TASK GOAL:
Lines with the word "South" in them are the ones to copy from the records.

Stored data
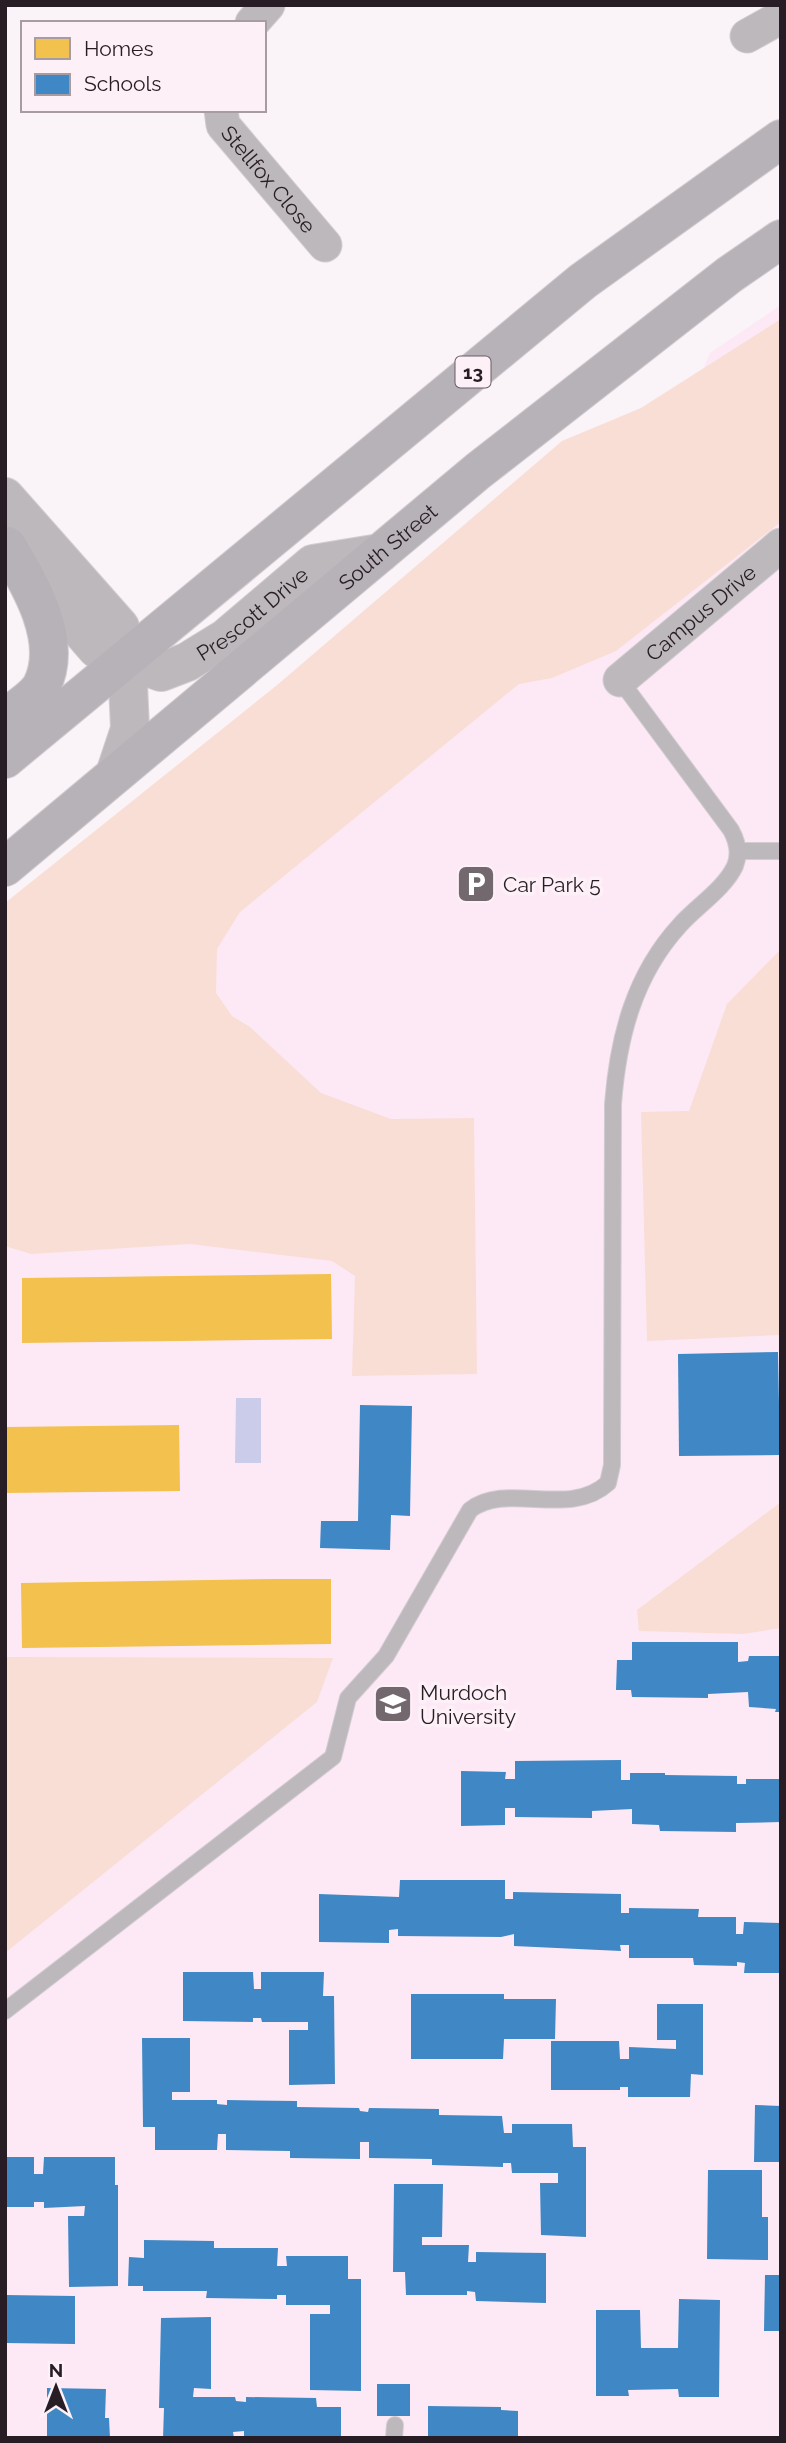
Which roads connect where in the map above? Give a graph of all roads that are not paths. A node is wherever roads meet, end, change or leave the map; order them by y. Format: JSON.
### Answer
{"nodes":[{"id":1,"x":268,"y":5,"type":"edge"},
{"id":2,"x":781,"y":17,"type":"edge"},
{"id":3,"x":254,"y":21,"type":"edge"},
{"id":4,"x":747,"y":36,"type":"dead end"},
{"id":5,"x":221,"y":112,"type":"edge"},
{"id":6,"x":781,"y":139,"type":"edge"},
{"id":7,"x":781,"y":239,"type":"edge"},
{"id":8,"x":325,"y":245,"type":"dead end"},
{"id":9,"x":5,"y":497,"type":"edge"},
{"id":10,"x":6,"y":544,"type":"edge"},
{"id":11,"x":781,"y":545,"type":"edge"},
{"id":12,"x":380,"y":552,"type":"junction"},
{"id":13,"x":104,"y":607,"type":"junction"},
{"id":14,"x":177,"y":618,"type":"junction"},
{"id":15,"x":127,"y":661,"type":"junction"},
{"id":16,"x":620,"y":680,"type":"joint"},
{"id":17,"x":5,"y":718,"type":"edge"},
{"id":18,"x":5,"y":759,"type":"edge"},
{"id":19,"x":115,"y":774,"type":"junction"},
{"id":20,"x":738,"y":851,"type":"junction"},
{"id":21,"x":781,"y":851,"type":"edge"},
{"id":22,"x":5,"y":867,"type":"edge"},
{"id":23,"x":5,"y":2011,"type":"edge"}],
"edges":[{"from":1,"to":3,"type":"street"},
{"from":2,"to":4,"type":"street"},
{"from":5,"to":8,"type":"street","name":"Stellfox Close"},
{"from":6,"to":14,"type":"highway","number":"13"},
{"from":7,"to":12,"type":"highway","name":"South Street"},
{"from":9,"to":13,"type":"street"},
{"from":10,"to":15,"type":"street","name":"Prescott Drive"},
{"from":10,"to":17,"type":"highway"},
{"from":11,"to":16,"type":"street","name":"Campus Drive"},
{"from":12,"to":15,"type":"street","name":"Prescott Drive"},
{"from":12,"to":19,"type":"highway","name":"South Street"},
{"from":13,"to":14,"type":"street","name":"Prescott Drive"},
{"from":13,"to":15,"type":"street"},
{"from":14,"to":15,"type":"highway","number":"13"},
{"from":15,"to":18,"type":"highway","number":"13"},
{"from":15,"to":19,"type":"street"},
{"from":16,"to":20,"type":"lane"},
{"from":19,"to":22,"type":"highway","name":"South Street"},
{"from":20,"to":21,"type":"lane"},
{"from":20,"to":23,"type":"lane"}]}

YOUR RESPONSE:
{"from":7,"to":12,"type":"highway","name":"South Street"},
{"from":12,"to":19,"type":"highway","name":"South Street"},
{"from":19,"to":22,"type":"highway","name":"South Street"},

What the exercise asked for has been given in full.